-- Excerpted records follows --

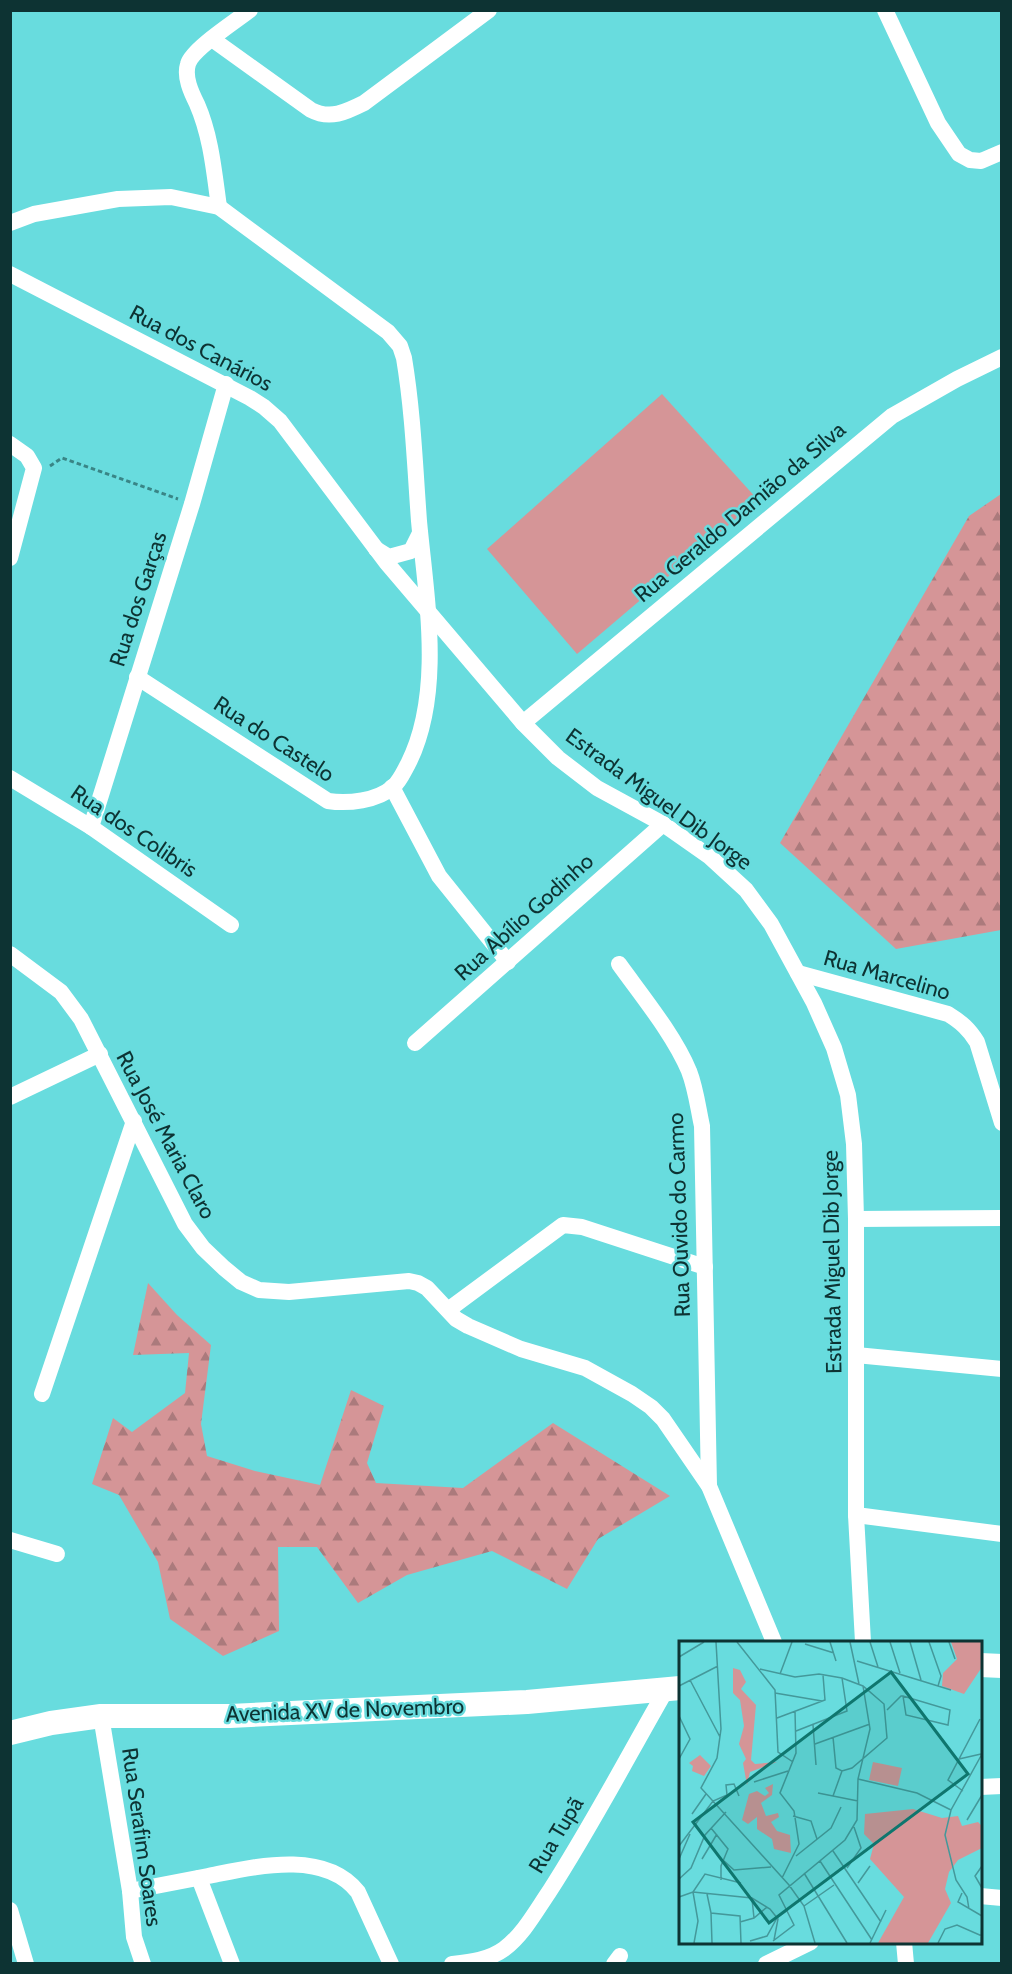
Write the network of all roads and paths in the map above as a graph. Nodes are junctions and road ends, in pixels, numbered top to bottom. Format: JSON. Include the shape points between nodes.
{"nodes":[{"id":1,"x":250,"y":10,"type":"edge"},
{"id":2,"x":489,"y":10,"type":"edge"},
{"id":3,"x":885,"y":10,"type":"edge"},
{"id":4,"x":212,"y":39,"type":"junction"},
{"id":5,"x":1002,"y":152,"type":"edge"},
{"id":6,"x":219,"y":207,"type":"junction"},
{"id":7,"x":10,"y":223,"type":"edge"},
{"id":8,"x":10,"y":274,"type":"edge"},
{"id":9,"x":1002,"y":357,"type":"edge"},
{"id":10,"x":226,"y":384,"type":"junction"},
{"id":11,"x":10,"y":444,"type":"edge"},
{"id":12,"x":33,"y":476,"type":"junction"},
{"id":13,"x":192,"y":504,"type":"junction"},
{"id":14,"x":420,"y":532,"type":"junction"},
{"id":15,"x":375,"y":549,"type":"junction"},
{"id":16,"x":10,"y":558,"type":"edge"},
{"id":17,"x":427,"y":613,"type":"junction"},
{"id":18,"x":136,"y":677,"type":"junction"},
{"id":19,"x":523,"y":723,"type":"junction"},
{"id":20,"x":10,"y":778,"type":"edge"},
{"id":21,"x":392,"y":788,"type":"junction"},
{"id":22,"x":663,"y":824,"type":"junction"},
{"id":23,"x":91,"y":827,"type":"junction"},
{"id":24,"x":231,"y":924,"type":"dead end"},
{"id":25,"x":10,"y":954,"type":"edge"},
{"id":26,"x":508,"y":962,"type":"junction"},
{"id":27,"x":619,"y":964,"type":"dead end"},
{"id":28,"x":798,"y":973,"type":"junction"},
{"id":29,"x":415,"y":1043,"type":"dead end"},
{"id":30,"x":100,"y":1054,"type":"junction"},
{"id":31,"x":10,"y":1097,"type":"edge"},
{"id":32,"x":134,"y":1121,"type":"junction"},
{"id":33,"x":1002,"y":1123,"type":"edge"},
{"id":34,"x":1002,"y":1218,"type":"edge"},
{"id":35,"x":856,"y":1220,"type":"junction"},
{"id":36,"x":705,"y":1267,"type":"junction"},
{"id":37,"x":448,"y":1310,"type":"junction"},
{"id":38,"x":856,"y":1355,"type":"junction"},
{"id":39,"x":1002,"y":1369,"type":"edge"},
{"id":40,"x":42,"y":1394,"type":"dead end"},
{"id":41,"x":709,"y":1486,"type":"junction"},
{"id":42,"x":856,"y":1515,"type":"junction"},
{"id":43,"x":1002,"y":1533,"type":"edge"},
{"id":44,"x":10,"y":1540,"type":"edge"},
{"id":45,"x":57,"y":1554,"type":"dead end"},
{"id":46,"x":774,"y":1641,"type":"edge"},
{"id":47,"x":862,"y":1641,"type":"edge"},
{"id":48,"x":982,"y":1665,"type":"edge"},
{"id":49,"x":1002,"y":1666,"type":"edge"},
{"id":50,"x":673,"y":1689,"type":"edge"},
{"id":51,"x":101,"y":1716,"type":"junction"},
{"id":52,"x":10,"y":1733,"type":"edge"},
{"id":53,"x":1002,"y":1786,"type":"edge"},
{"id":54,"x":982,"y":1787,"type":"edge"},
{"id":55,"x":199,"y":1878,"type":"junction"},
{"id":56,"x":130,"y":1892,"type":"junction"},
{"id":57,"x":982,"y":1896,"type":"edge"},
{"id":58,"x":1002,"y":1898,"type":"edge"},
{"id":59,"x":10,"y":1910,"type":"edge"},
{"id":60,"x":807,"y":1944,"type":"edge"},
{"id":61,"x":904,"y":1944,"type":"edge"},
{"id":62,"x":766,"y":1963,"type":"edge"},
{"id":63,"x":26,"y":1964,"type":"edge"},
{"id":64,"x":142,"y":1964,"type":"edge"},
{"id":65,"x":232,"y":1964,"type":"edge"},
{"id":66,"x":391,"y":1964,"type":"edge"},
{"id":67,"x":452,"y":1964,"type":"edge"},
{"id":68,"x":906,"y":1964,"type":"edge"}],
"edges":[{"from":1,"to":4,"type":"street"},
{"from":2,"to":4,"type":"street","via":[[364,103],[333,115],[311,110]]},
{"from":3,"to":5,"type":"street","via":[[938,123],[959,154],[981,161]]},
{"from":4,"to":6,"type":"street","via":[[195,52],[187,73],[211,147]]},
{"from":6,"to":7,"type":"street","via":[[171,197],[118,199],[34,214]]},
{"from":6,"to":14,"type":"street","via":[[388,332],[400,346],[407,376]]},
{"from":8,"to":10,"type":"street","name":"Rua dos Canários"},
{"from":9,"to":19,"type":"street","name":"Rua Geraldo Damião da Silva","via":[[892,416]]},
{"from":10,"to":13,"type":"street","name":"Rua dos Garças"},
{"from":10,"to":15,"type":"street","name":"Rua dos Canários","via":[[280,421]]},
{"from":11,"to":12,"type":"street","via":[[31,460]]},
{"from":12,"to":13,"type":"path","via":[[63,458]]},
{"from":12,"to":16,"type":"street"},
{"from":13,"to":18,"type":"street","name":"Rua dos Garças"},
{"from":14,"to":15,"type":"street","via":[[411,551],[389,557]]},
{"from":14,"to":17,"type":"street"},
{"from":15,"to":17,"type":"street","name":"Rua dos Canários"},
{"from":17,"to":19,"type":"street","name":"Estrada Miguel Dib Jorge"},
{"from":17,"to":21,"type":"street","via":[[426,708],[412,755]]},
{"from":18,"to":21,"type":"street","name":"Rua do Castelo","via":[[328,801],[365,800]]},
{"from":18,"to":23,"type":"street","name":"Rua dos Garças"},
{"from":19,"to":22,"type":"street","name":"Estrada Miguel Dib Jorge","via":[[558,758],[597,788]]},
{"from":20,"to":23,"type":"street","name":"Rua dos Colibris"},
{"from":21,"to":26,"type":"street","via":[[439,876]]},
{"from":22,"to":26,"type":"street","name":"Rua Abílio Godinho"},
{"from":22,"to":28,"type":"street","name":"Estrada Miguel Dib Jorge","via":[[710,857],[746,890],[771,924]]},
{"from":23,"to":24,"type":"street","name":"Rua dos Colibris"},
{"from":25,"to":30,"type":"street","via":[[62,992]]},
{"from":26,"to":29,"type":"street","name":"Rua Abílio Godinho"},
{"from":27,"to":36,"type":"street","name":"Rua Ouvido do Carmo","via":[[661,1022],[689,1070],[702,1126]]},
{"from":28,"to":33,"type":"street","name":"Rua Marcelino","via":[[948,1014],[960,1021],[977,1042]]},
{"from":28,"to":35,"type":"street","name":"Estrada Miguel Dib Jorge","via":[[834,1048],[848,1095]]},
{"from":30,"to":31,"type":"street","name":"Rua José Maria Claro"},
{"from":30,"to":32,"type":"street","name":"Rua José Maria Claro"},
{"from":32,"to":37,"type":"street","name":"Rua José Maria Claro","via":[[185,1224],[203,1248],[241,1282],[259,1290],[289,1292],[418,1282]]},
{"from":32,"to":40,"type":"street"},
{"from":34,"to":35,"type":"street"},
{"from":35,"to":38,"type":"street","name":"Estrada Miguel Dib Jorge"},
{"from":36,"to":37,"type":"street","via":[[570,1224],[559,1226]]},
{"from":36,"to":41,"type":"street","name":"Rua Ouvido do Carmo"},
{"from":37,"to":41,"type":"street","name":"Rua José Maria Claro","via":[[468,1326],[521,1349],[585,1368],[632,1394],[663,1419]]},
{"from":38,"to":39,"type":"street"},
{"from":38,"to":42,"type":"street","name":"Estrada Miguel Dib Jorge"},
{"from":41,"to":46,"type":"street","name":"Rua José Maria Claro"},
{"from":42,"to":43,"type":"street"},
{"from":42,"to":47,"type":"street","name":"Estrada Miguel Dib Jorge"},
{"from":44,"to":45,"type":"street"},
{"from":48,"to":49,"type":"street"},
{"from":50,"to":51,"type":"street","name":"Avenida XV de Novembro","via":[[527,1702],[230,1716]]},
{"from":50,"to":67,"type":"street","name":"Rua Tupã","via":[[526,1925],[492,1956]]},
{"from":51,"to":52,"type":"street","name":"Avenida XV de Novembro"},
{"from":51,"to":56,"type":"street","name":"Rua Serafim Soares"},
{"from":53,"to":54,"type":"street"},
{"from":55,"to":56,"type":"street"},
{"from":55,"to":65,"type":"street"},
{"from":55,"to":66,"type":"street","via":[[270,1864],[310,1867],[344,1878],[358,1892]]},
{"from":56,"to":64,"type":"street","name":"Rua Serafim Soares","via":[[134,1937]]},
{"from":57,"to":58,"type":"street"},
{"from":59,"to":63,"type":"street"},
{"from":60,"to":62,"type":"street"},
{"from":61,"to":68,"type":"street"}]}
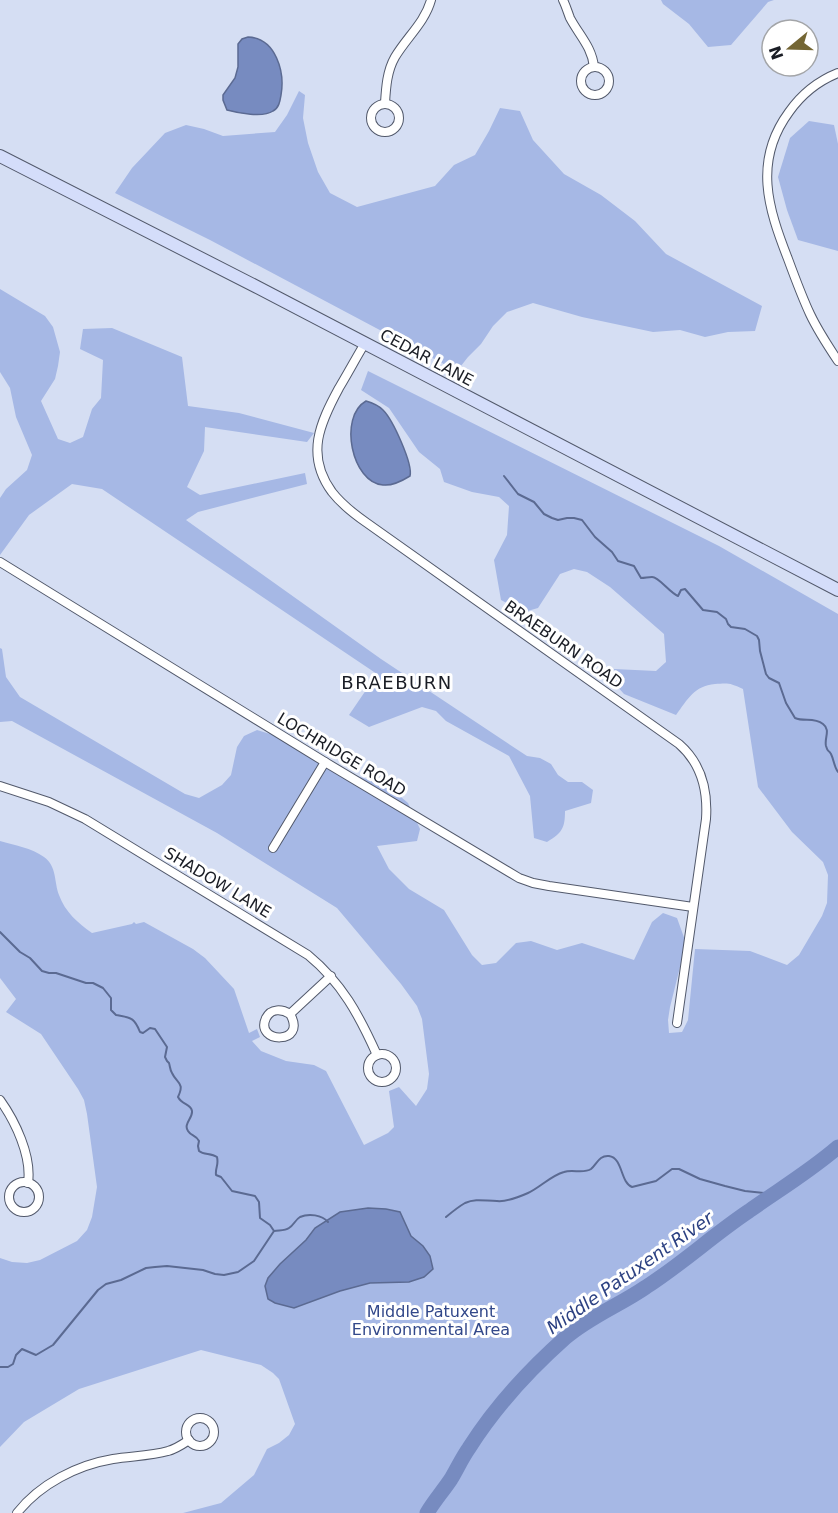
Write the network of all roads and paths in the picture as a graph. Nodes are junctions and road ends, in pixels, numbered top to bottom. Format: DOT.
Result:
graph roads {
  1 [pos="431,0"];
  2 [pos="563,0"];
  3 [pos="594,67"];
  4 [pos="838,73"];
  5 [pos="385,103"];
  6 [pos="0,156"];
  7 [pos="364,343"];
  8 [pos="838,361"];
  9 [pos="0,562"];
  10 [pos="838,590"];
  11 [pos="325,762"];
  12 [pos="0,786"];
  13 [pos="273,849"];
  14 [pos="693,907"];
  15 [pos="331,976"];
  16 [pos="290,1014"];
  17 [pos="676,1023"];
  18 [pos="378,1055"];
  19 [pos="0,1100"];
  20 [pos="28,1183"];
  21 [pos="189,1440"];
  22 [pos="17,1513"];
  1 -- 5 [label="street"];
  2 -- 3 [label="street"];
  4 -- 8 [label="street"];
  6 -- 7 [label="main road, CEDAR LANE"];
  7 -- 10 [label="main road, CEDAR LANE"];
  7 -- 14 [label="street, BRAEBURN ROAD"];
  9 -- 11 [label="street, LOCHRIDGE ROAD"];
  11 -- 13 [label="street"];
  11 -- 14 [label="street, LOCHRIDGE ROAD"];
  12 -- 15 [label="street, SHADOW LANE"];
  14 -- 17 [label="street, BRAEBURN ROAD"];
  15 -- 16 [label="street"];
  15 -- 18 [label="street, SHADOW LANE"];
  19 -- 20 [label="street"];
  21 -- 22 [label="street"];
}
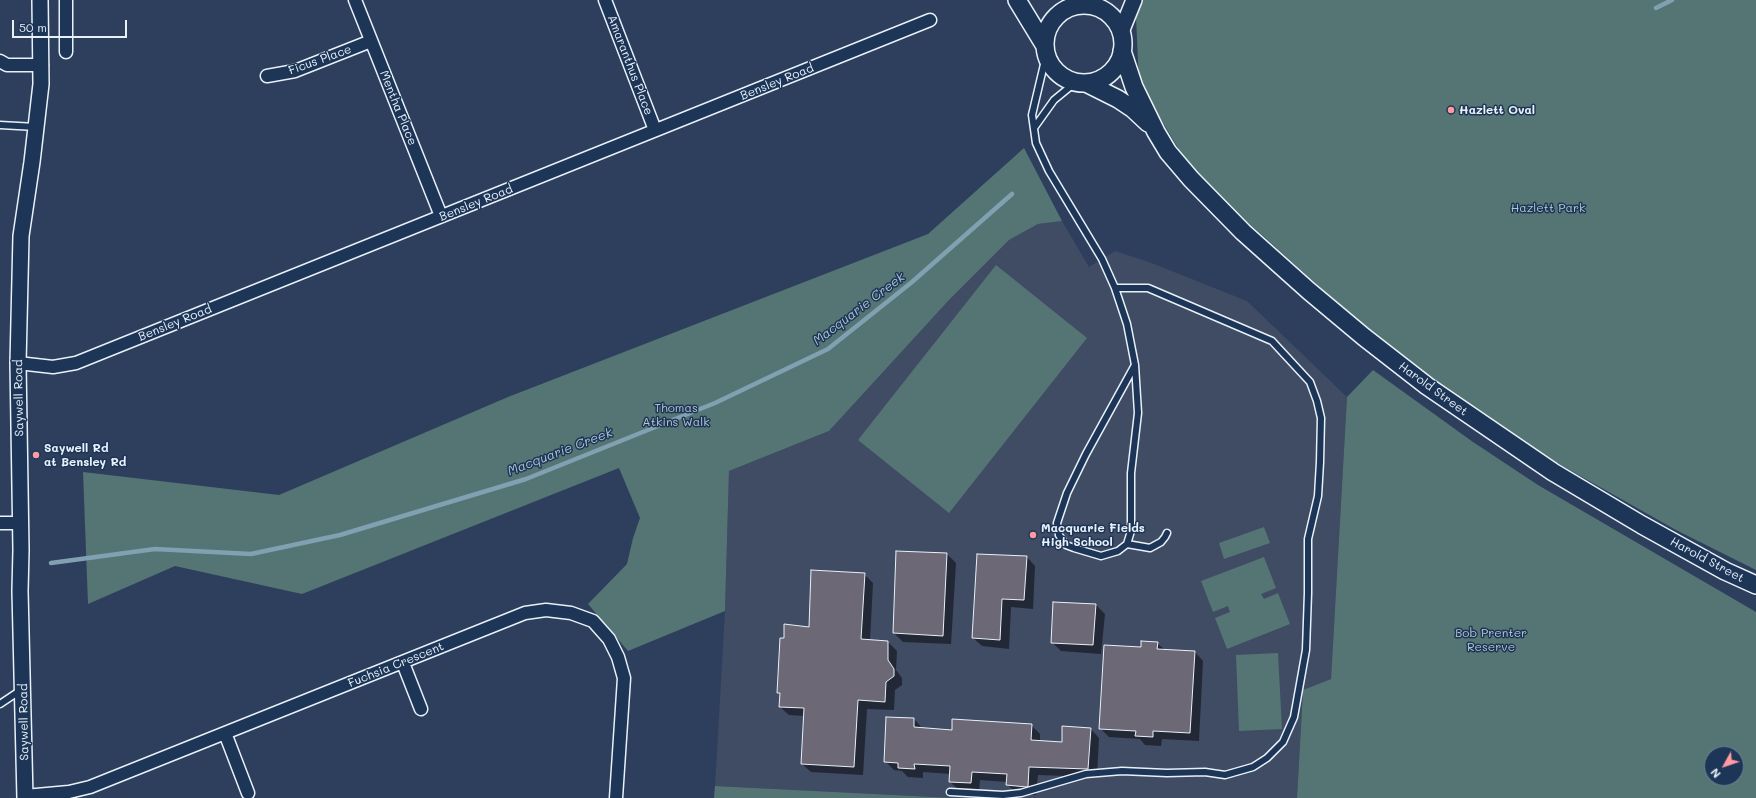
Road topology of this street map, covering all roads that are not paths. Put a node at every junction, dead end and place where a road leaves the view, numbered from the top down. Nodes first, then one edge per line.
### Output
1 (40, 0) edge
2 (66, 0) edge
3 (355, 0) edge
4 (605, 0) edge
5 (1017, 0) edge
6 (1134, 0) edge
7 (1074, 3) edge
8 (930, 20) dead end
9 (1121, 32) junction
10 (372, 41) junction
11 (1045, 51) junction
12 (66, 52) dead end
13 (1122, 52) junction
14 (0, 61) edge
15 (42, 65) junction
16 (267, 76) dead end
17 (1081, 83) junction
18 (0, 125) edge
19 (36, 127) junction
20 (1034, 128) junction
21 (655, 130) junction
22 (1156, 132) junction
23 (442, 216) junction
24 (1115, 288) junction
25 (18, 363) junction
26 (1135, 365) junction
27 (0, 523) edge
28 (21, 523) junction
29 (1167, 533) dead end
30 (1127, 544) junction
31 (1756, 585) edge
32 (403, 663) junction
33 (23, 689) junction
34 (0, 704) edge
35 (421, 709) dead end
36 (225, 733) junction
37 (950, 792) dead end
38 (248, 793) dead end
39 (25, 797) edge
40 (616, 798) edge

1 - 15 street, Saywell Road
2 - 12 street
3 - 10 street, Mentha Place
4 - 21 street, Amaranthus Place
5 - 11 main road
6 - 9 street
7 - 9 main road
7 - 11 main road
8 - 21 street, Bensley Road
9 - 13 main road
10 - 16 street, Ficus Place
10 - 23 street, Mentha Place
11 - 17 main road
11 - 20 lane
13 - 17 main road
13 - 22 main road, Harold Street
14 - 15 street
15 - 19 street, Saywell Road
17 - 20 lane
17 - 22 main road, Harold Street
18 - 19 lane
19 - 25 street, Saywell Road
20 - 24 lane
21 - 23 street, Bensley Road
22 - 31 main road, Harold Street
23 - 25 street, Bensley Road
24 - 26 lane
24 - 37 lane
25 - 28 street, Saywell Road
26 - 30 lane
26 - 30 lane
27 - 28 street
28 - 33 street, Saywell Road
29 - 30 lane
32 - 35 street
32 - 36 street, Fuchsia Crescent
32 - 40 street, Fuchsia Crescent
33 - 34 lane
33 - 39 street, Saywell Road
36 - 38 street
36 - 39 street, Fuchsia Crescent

-- Excerpted records concluded --

# Exercise directions
Although the records hold pictures, the copy must not; give again exactly the lines from the one with "Write the network of all roads and paths in the picture" through the one with "Road topology of".

# Solution to this problem
Write the network of all roads and paths in the picture as a graph. Nodes are junctions and road ends, in pixels, numbered top to bottom. Format: DOT.
Result:
graph roads {
  1 [pos="431,0"];
  2 [pos="563,0"];
  3 [pos="594,67"];
  4 [pos="838,73"];
  5 [pos="385,103"];
  6 [pos="0,156"];
  7 [pos="364,343"];
  8 [pos="838,361"];
  9 [pos="0,562"];
  10 [pos="838,590"];
  11 [pos="325,762"];
  12 [pos="0,786"];
  13 [pos="273,849"];
  14 [pos="693,907"];
  15 [pos="331,976"];
  16 [pos="290,1014"];
  17 [pos="676,1023"];
  18 [pos="378,1055"];
  19 [pos="0,1100"];
  20 [pos="28,1183"];
  21 [pos="189,1440"];
  22 [pos="17,1513"];
  1 -- 5 [label="street"];
  2 -- 3 [label="street"];
  4 -- 8 [label="street"];
  6 -- 7 [label="main road, CEDAR LANE"];
  7 -- 10 [label="main road, CEDAR LANE"];
  7 -- 14 [label="street, BRAEBURN ROAD"];
  9 -- 11 [label="street, LOCHRIDGE ROAD"];
  11 -- 13 [label="street"];
  11 -- 14 [label="street, LOCHRIDGE ROAD"];
  12 -- 15 [label="street, SHADOW LANE"];
  14 -- 17 [label="street, BRAEBURN ROAD"];
  15 -- 16 [label="street"];
  15 -- 18 [label="street, SHADOW LANE"];
  19 -- 20 [label="street"];
  21 -- 22 [label="street"];
}
Road topology of this street map, covering all roads that are not paths. Put a node at every junction, dead end and place where a road leaves the view, numbered from the top down. Nodes first, then one edge per line.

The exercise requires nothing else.